La Ebu seorang Modhi pada  mesjid Agung Keraton Liya usia 137 tahun menceritakan riwayat tutur keturunannya mengatakan bahwa Baluara (bastion) yang terdapat di belakang mesjid agung telah jauh hari ada  sebelum Raja Liya La Ode Taru berkuasa. Tingginya pasangan batu karang/gunung pada Baluara tersebut sama dengan tingginya pasangan batu karang/gunung pada seluruh benteng pada lapis pertama yang diperkirakan setinggi 3 meter. Namun akibat dari zaman roumusa Jepang, pasangan batu karang/gunung Benteng tersebut di ambil oleh masyarakat atas perintah Romusa untuk dijadikan bahan pondasi jalan baik yang terdapat dalam lingkungan keraton maupun di luar lingkungan keraton.  Masa penjajahan Jepang di Indonesia adalah masa paling pahit bagi penderitaan seluruh masyarakat Liya akibat dari keharusan kerja paksa sampai-sampai artifak benteng keraton milik leluhurnya di rusak akibat dari materialnya dipakai untuk bahan jalan. Kisah inilah sebagian masyarakat Liya yang masih menyaksikan keadaan saat itu dan turunannya tak bisa terima perasaan marah itu akuibat dari siksaan yang diterima oleh tentara jepang.

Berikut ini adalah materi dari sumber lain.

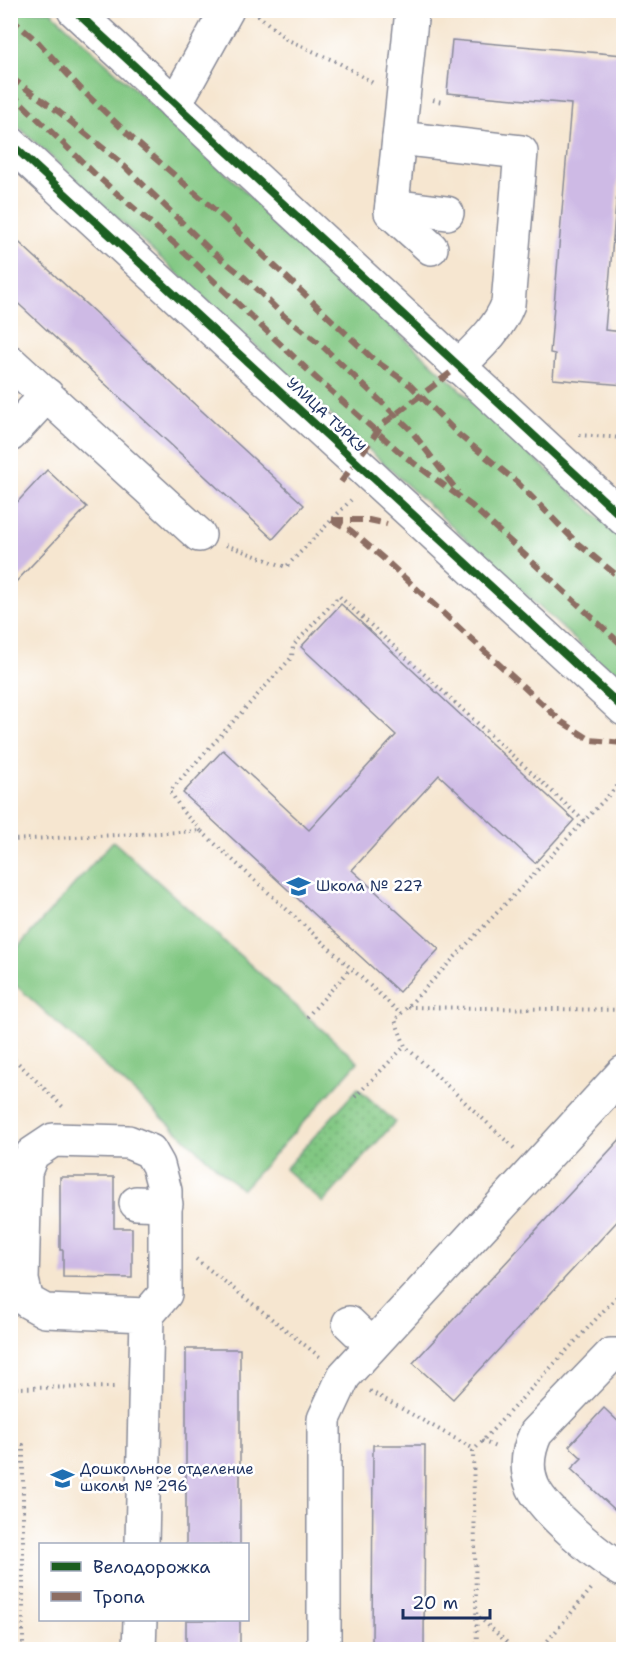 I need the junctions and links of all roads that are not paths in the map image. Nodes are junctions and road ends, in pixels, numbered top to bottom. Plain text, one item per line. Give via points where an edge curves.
1 (74, 10) edge
2 (226, 10) edge
3 (412, 10) edge
4 (175, 104) junction
5 (399, 138) junction
6 (10, 143) edge
7 (392, 206) junction
8 (447, 213) dead end
9 (431, 248) dead end
10 (10, 362) edge
11 (458, 367) junction
12 (47, 396) junction
13 (10, 435) edge
14 (624, 519) edge
15 (199, 535) road end
16 (624, 708) edge
17 (624, 1072) edge
18 (147, 1315) junction
19 (624, 1354) edge
20 (142, 1543) edge
21 (618, 1568) edge
22 (140, 1621) edge
23 (139, 1650) edge
24 (324, 1650) edge

1 - 4 street
2 - 4 street
3 - 5 street
4 - 11 street
5 - 7 street
5 - 11 street via 521,152 508,304 502,320
6 - 16 street, УЛИЦА ТУРКУ
7 - 8 street
7 - 9 street via 391,212
10 - 12 street
11 - 14 street
12 - 13 street
12 - 15 street
17 - 24 street via 534,1167 361,1334 324,1419
18 - 18 street via 45,1311 27,1301 22,1280 25,1172 32,1154 53,1140 128,1142 150,1151 158,1165 165,1191 156,1214 165,1294
18 - 20 street
19 - 21 street via 611,1355 536,1433 529,1447 528,1466 539,1496 593,1551
22 - 23 street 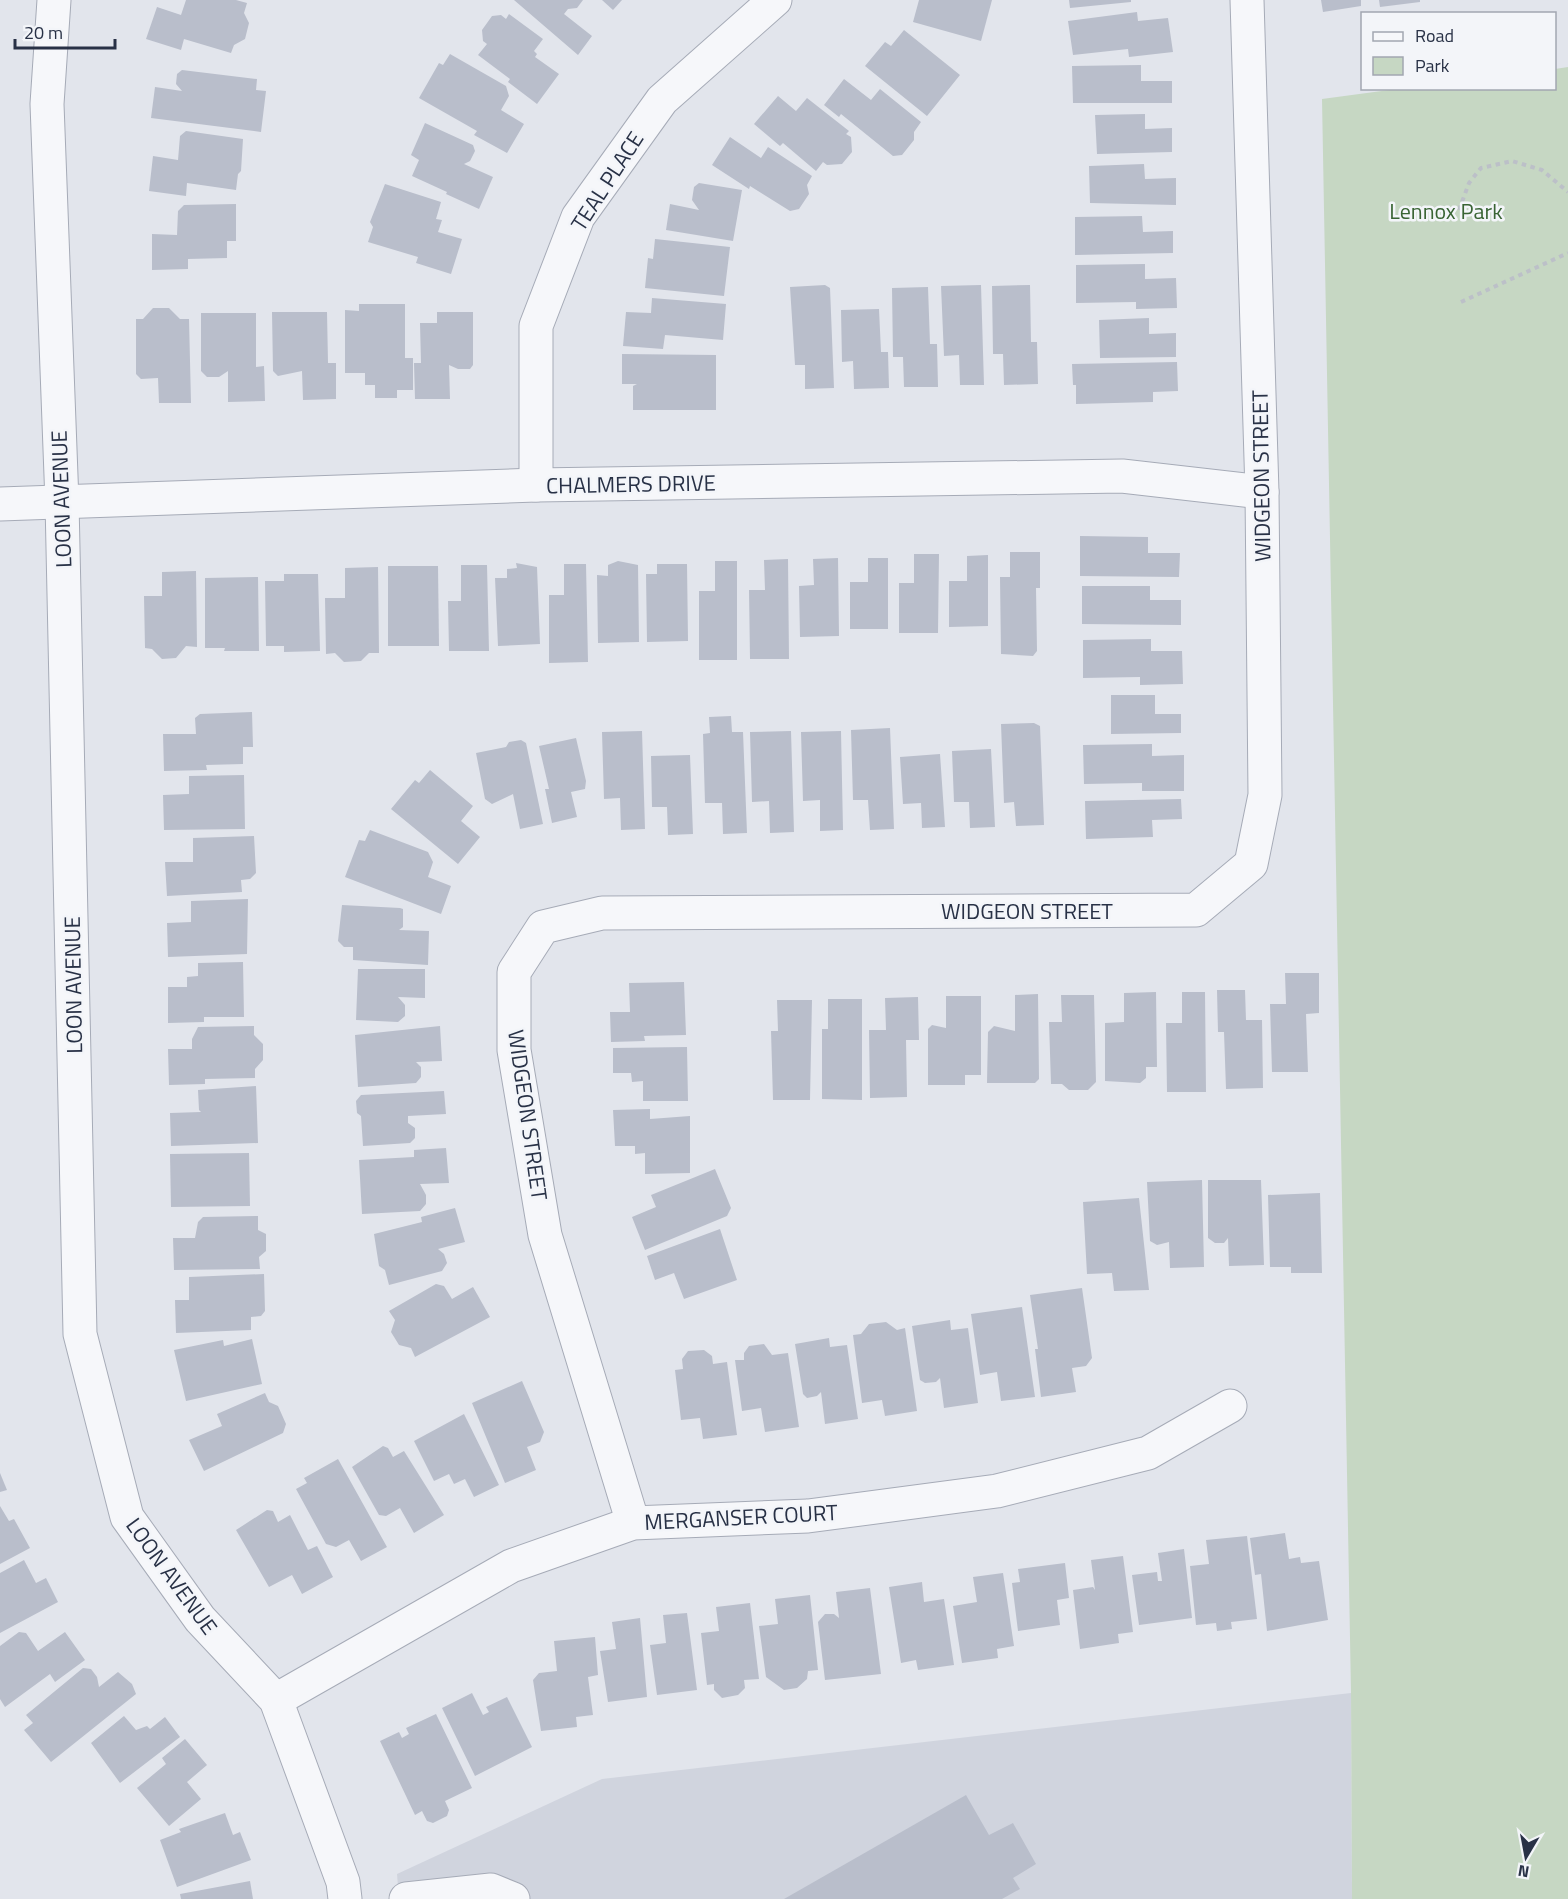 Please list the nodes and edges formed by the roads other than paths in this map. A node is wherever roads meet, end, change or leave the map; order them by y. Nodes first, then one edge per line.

Oleh karena itu pada kesempatan ini dihimbau kepada seluruh pengurus besar  Lembaga Forkom KabaLi Indonesia baik di tingkat pusat maupun cabang-cabang agar senantiasa dapat bahu membahu dan saling kerjasama yang baik untuk memajukan kebudayaan Liya sebagai salah satu trend yang dapat dijadikan potensi obyek parawisata budaya dan dengan demikian potensi ekonomi dari pendapatan pada sektor ini dapat memajukan kesejahteraan kehidupan masyarakat kita dikemudian hari setara dengan daerah-daerah lain yang telah berkembang di Indonesia.****

*)Ketua Umum Lembaga KabaLI.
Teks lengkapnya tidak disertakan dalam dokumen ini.